Tour and his colleagues have found a cost-effective way to create flexible films of the material that maximize the amount of exposed edge and have potential for a variety of energy-oriented applications.

The Rice research appears in the journal Advanced Materials.

Molybdenum disulfide isn't quite as flat as graphene, the atom-thick form of pure carbon, because it contains both molybdenum and sulfur atoms. When viewed from above, it looks like graphene, with rows of ordered hexagons. But seen from the side, three distinct layers are revealed, with sulfur atoms in their own planes above and below the molybdenum.

This crystal structure creates a more robust edge, and the more edge, the better for catalytic reactions or storage, Tour said.

"So much of chemistry occurs at the edges of materials," he said. "A two-dimensional material is like a sheet of paper: a large plain with very little edge. But our material is highly porous. What we see in the images are short, 5- to 6-nanometer planes and a lot of edge, as though the material had bore holes drilled all the way through."

The new film was created by Tour and lead authors Yang Yang, a postdoctoral researcher; Huilong Fei, a graduate student; and their colleagues. It catalyzes the separation of hydrogen from water when exposed to a current. "Its performance as a HER generator is as good as any molybdenum disulfide structure that has ever been seen, and it's really easy to make," Tour said.

While other researchers have proposed arrays of molybdenum disulfide sheets standing on edge, the Rice group took a different approach. First, they grew a porous molybdenum oxide film onto a molybdenum substrate through room-temperature anodization, an electrochemical process with many uses but traditionally employed to thicken natural oxide layers on metals.

The film was then exposed to sulfur vapor at 300 degrees Celsius (572 degrees Fahrenheit) for one hour. This converted the material to molybdenum disulfide without damage to its nano-porous sponge-like structure, they reported.

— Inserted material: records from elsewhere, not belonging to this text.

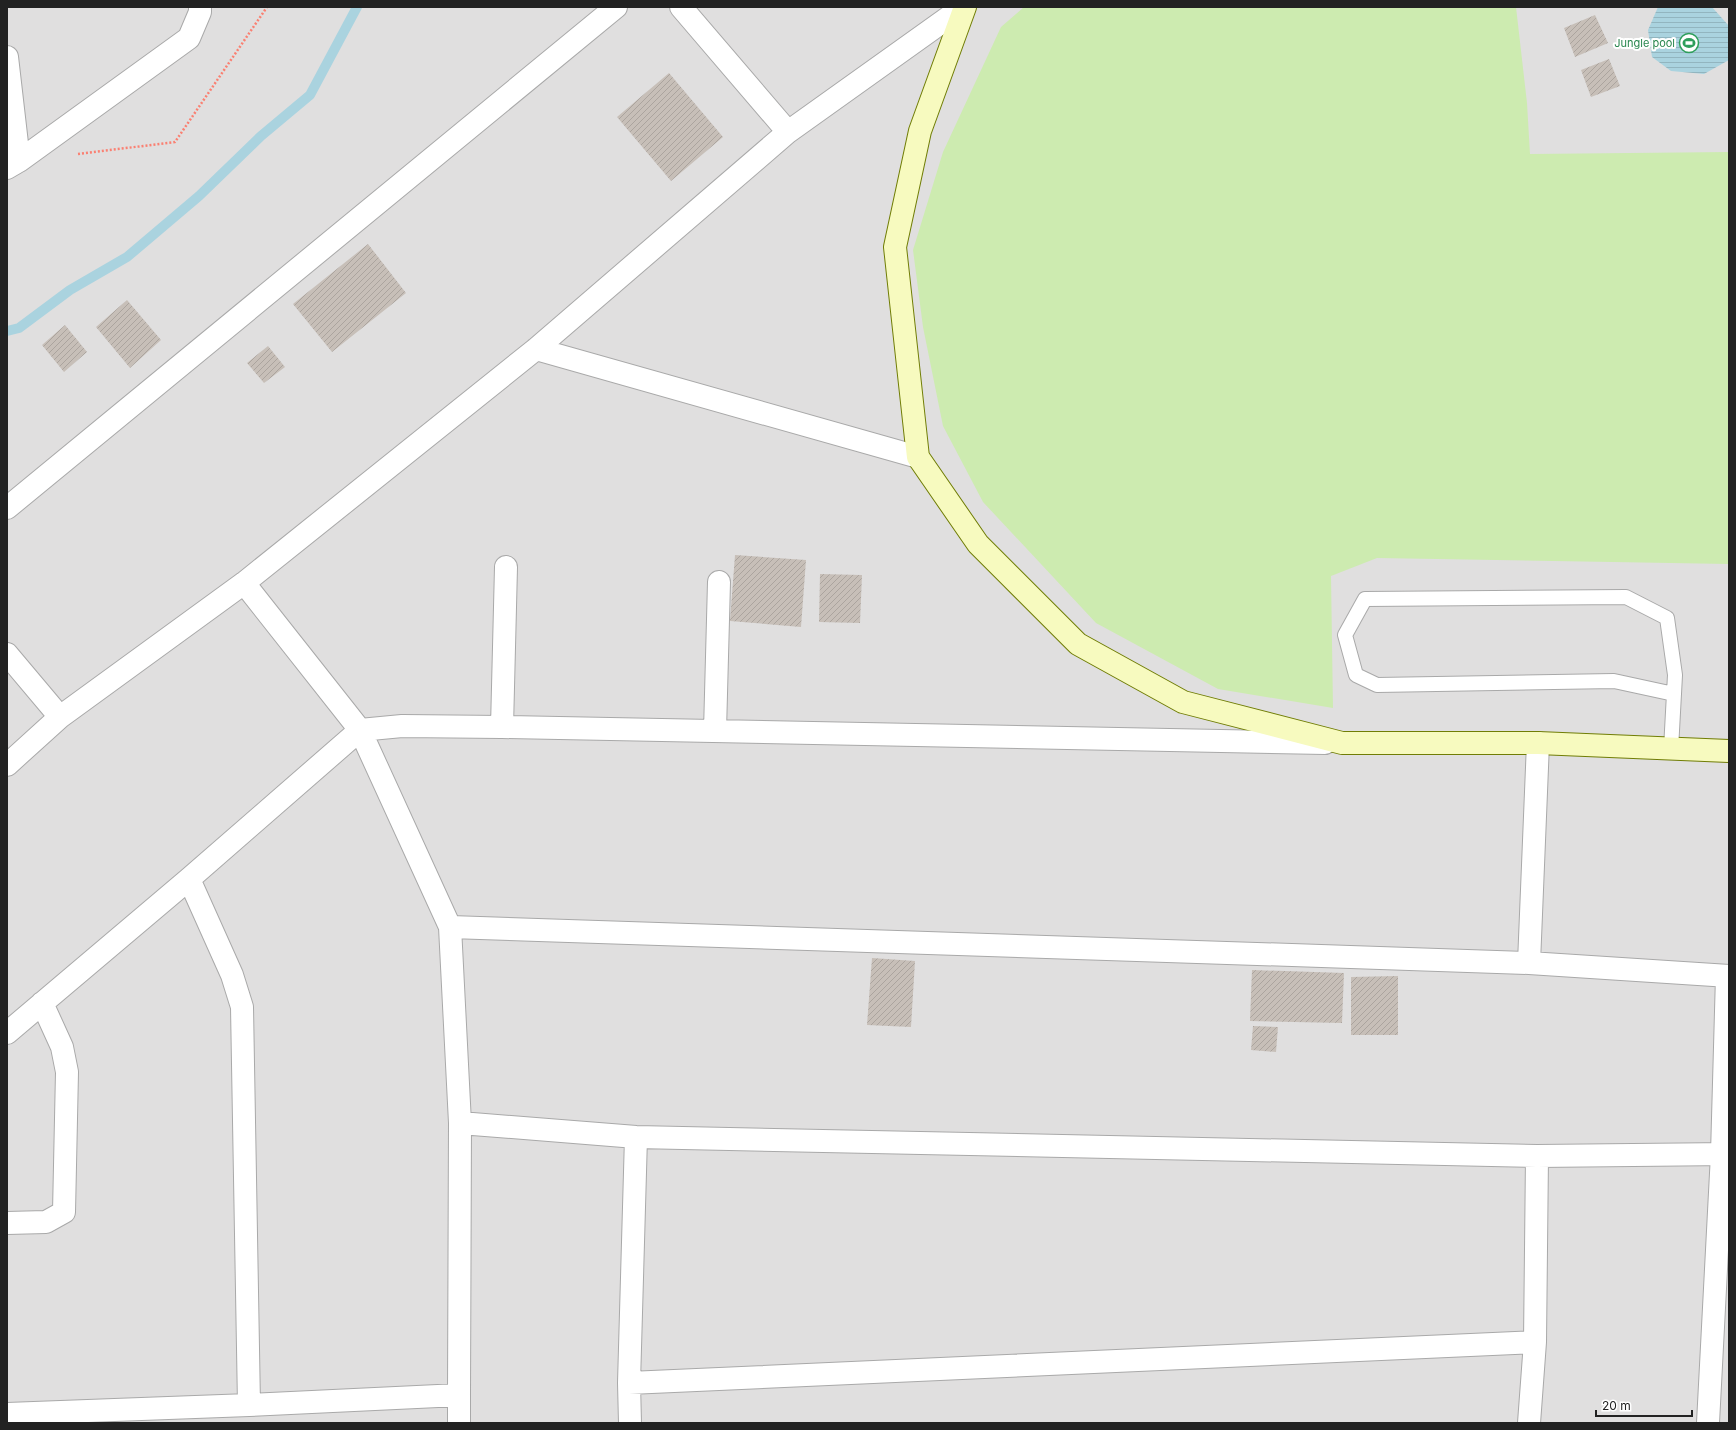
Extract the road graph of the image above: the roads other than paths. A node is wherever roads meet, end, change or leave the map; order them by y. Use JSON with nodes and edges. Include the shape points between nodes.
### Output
{"nodes":[{"id":1,"x":200,"y":7,"type":"edge"},
{"id":2,"x":616,"y":7,"type":"edge"},
{"id":3,"x":681,"y":7,"type":"edge"},
{"id":4,"x":964,"y":7,"type":"edge"},
{"id":5,"x":7,"y":57,"type":"edge"},
{"id":6,"x":788,"y":132,"type":"junction"},
{"id":7,"x":13,"y":164,"type":"edge"},
{"id":8,"x":536,"y":349,"type":"junction"},
{"id":9,"x":918,"y":457,"type":"junction"},
{"id":10,"x":7,"y":508,"type":"edge"},
{"id":11,"x":506,"y":567,"type":"dead end"},
{"id":12,"x":719,"y":582,"type":"dead end"},
{"id":13,"x":244,"y":583,"type":"junction"},
{"id":14,"x":7,"y":654,"type":"edge"},
{"id":15,"x":1674,"y":694,"type":"junction"},
{"id":16,"x":60,"y":717,"type":"junction"},
{"id":17,"x":502,"y":727,"type":"junction"},
{"id":18,"x":360,"y":730,"type":"junction"},
{"id":19,"x":715,"y":731,"type":"junction"},
{"id":20,"x":1342,"y":743,"type":"junction"},
{"id":21,"x":1538,"y":743,"type":"junction"},
{"id":22,"x":1671,"y":749,"type":"junction"},
{"id":23,"x":1729,"y":751,"type":"edge"},
{"id":24,"x":7,"y":764,"type":"edge"},
{"id":25,"x":189,"y":879,"type":"junction"},
{"id":26,"x":450,"y":927,"type":"junction"},
{"id":27,"x":1530,"y":963,"type":"junction"},
{"id":28,"x":1728,"y":976,"type":"edge"},
{"id":29,"x":42,"y":1003,"type":"junction"},
{"id":30,"x":7,"y":1033,"type":"edge"},
{"id":31,"x":460,"y":1123,"type":"junction"},
{"id":32,"x":636,"y":1137,"type":"junction"},
{"id":33,"x":1726,"y":1154,"type":"edge"},
{"id":34,"x":1537,"y":1156,"type":"junction"},
{"id":35,"x":7,"y":1223,"type":"edge"},
{"id":36,"x":1535,"y":1342,"type":"junction"},
{"id":37,"x":629,"y":1383,"type":"junction"},
{"id":38,"x":459,"y":1395,"type":"junction"},
{"id":39,"x":249,"y":1405,"type":"junction"},
{"id":40,"x":7,"y":1414,"type":"edge"},
{"id":41,"x":459,"y":1423,"type":"edge"},
{"id":42,"x":630,"y":1423,"type":"edge"},
{"id":43,"x":1529,"y":1423,"type":"edge"},
{"id":44,"x":1708,"y":1423,"type":"edge"}],
"edges":[{"from":1,"to":7,"type":"street","via":[[189,38]]},
{"from":2,"to":10,"type":"street"},
{"from":3,"to":6,"type":"street"},
{"from":4,"to":6,"type":"street"},
{"from":4,"to":9,"type":"street","via":[[920,131],[895,247]]},
{"from":5,"to":7,"type":"street"},
{"from":6,"to":8,"type":"street"},
{"from":8,"to":9,"type":"street"},
{"from":8,"to":13,"type":"street"},
{"from":9,"to":20,"type":"street","via":[[978,544],[1078,644],[1184,702]]},
{"from":11,"to":17,"type":"street"},
{"from":12,"to":19,"type":"street"},
{"from":13,"to":16,"type":"street"},
{"from":13,"to":18,"type":"street"},
{"from":14,"to":16,"type":"street"},
{"from":15,"to":15,"type":"lane","via":[[1675,675],[1667,618],[1626,597],[1365,599],[1345,635],[1356,675],[1377,685],[1614,681]]},
{"from":15,"to":22,"type":"lane"},
{"from":16,"to":24,"type":"street"},
{"from":17,"to":18,"type":"street","via":[[402,726]]},
{"from":17,"to":19,"type":"street"},
{"from":18,"to":25,"type":"street"},
{"from":18,"to":26,"type":"street"},
{"from":19,"to":20,"type":"street"},
{"from":20,"to":21,"type":"street"},
{"from":21,"to":22,"type":"street"},
{"from":21,"to":27,"type":"street"},
{"from":22,"to":23,"type":"street"},
{"from":25,"to":29,"type":"street"},
{"from":25,"to":39,"type":"street","via":[[232,974],[242,1007]]},
{"from":26,"to":27,"type":"street"},
{"from":26,"to":31,"type":"street"},
{"from":27,"to":28,"type":"street"},
{"from":28,"to":33,"type":"street"},
{"from":29,"to":30,"type":"street"},
{"from":29,"to":35,"type":"street","via":[[62,1047],[67,1072],[64,1212],[46,1222]]},
{"from":31,"to":32,"type":"street"},
{"from":31,"to":38,"type":"street"},
{"from":32,"to":34,"type":"street"},
{"from":32,"to":37,"type":"street"},
{"from":33,"to":34,"type":"street"},
{"from":33,"to":44,"type":"street"},
{"from":34,"to":36,"type":"street"},
{"from":36,"to":37,"type":"street"},
{"from":36,"to":43,"type":"street"},
{"from":37,"to":42,"type":"street"},
{"from":38,"to":39,"type":"street"},
{"from":38,"to":41,"type":"street"},
{"from":39,"to":40,"type":"street"}]}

The films can also serve as supercapacitors, which store energy quickly as static charge and release it in a burst. Though they don't store as much energy as an electrochemical battery, they have long lifespans and are in wide use because they can deliver far more power than a battery. The Rice lab built supercapacitors with the films; in tests, they retained 90 percent of their capacity after 10,000 charge-discharge cycles and 83 percent after 20,000 cycles.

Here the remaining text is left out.